• _Instructions for the task_: Every line from the line containing "index pip: (402, 272)" through the end of the data is to be reproduced exactly, excluding pictures.

• _Entries supplied_:
= = = =

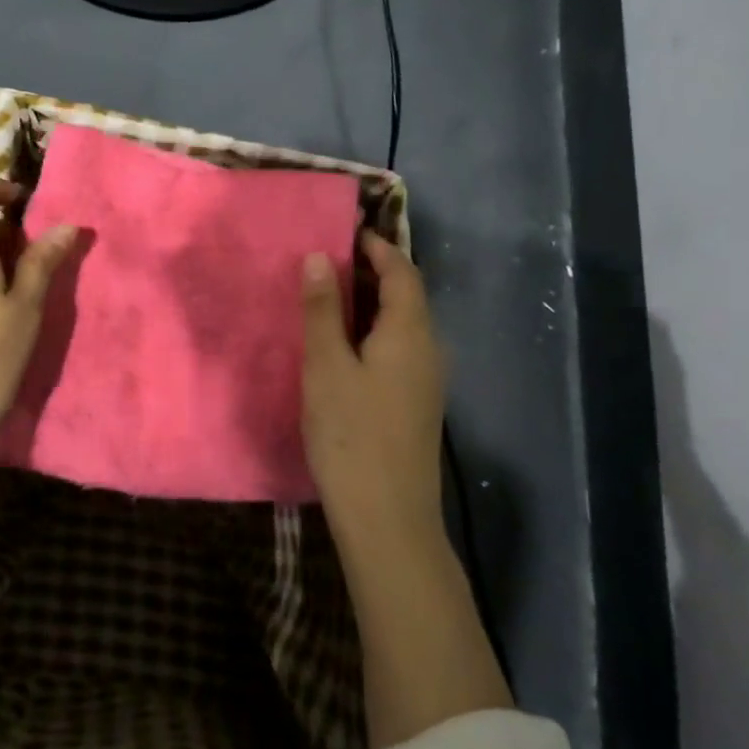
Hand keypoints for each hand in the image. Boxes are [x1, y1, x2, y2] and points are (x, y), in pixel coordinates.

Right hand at [300, 231, 450, 537]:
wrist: (387, 517)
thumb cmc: (352, 435)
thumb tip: (320, 257)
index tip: (344, 231)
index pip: (402, 272)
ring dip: (370, 303)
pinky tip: (342, 345)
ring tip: (327, 296)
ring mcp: (426, 380)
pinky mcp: (415, 403)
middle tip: (326, 260)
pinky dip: (372, 331)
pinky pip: (398, 349)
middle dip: (372, 272)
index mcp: (411, 333)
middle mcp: (428, 350)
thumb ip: (323, 311)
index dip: (377, 247)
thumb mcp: (327, 367)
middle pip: (406, 296)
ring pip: (402, 324)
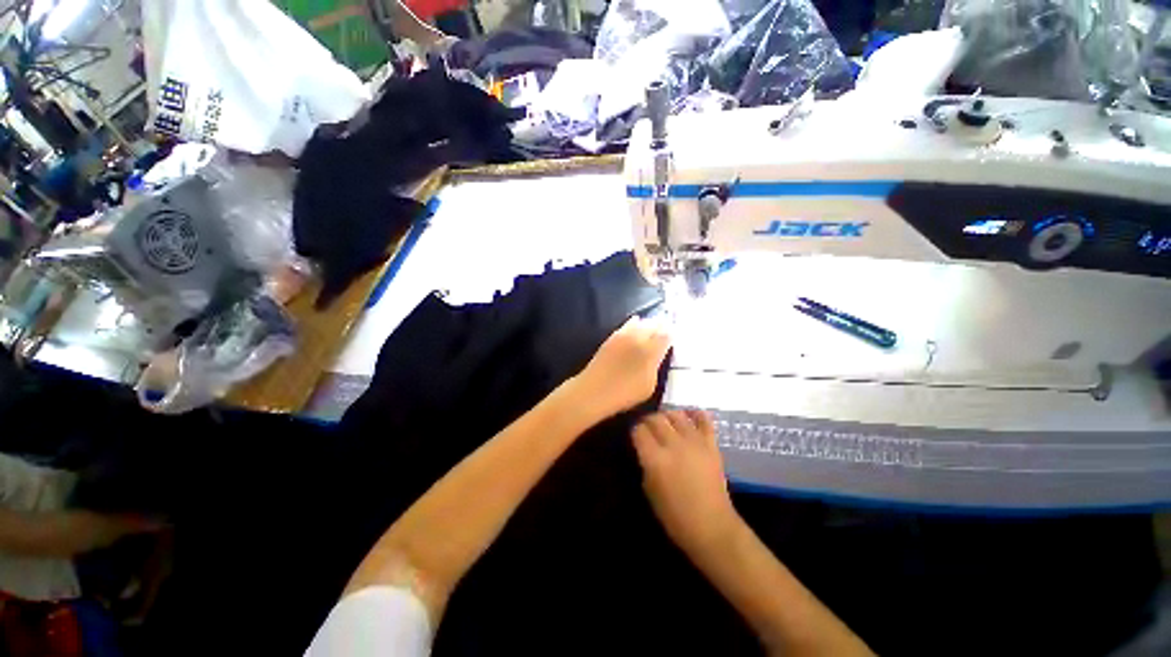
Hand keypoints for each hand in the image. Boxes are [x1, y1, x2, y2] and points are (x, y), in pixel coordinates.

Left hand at [571, 317, 670, 420]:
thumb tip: (657, 356)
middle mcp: (639, 338)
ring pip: (640, 322)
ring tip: (653, 323)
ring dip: (648, 323)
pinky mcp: (611, 337)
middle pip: (653, 325)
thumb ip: (655, 367)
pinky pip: (626, 325)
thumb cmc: (625, 393)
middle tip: (666, 324)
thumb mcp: (649, 385)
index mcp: (651, 351)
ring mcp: (623, 336)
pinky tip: (635, 322)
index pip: (666, 336)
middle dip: (661, 325)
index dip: (671, 333)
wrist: (595, 390)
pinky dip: (633, 323)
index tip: (675, 332)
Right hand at [633, 410, 738, 554]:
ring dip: (667, 416)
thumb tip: (645, 448)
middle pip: (656, 418)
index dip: (635, 431)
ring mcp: (695, 442)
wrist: (712, 527)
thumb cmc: (675, 516)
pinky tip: (688, 415)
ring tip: (666, 423)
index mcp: (655, 459)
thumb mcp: (649, 490)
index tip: (635, 436)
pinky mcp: (711, 444)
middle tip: (648, 429)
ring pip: (676, 414)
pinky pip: (703, 419)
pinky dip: (695, 413)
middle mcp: (674, 444)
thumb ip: (645, 463)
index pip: (639, 430)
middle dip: (648, 421)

= = = =

• _Answer_:
index pip: (402, 272)
ring dip: (370, 303)
pinky tip: (342, 345)
ring tip: (327, 296)
ring mcp: (426, 380)
pinky mcp: (415, 403)
middle tip: (326, 260)
pinky dip: (372, 331)
pinky pip: (398, 349)
middle dip: (372, 272)
index mcp: (411, 333)
middle mcp: (428, 350)
thumb ip: (323, 311)
index dip: (377, 247)
thumb mcp: (327, 367)
middle pip: (406, 296)
ring pip: (402, 324)
Hand keypoints for each hand in the image. Boxes are [x1, y1, x2, y2] and points are (x, y), in pixel coordinates.

Left hand at [571, 317, 670, 420]:
thumb tip: (657, 356)
middle mcp: (639, 338)
ring pip: (640, 322)
ring tip: (653, 323)
ring dip: (648, 323)
pinky mcp: (611, 337)
middle pip: (653, 325)
thumb ip: (655, 367)
pinky pip: (626, 325)
thumb cmc: (625, 393)
middle tip: (666, 324)
thumb mcp: (649, 385)
index mcp: (651, 351)
ring mcp: (623, 336)
pinky tip: (635, 322)
index pip: (666, 336)
middle dip: (661, 325)
index dip: (671, 333)
wrist: (595, 390)
pinky dip: (633, 323)
index tip: (675, 332)
Right hand at [633, 410, 738, 554]:
ring dip: (667, 416)
thumb tip: (645, 448)
middle pip: (656, 418)
index dip: (635, 431)
ring mcp: (695, 442)
wrist: (712, 527)
thumb cmc: (675, 516)
pinky tip: (688, 415)
ring tip: (666, 423)
index mcp: (655, 459)
thumb mcp: (649, 490)
index tip: (635, 436)
pinky mcp: (711, 444)
middle tip: (648, 429)
ring pip: (676, 414)
pinky pip: (703, 419)
pinky dip: (695, 413)
middle mcp: (674, 444)
thumb ip: (645, 463)
index pip: (639, 430)
middle dip: (648, 421)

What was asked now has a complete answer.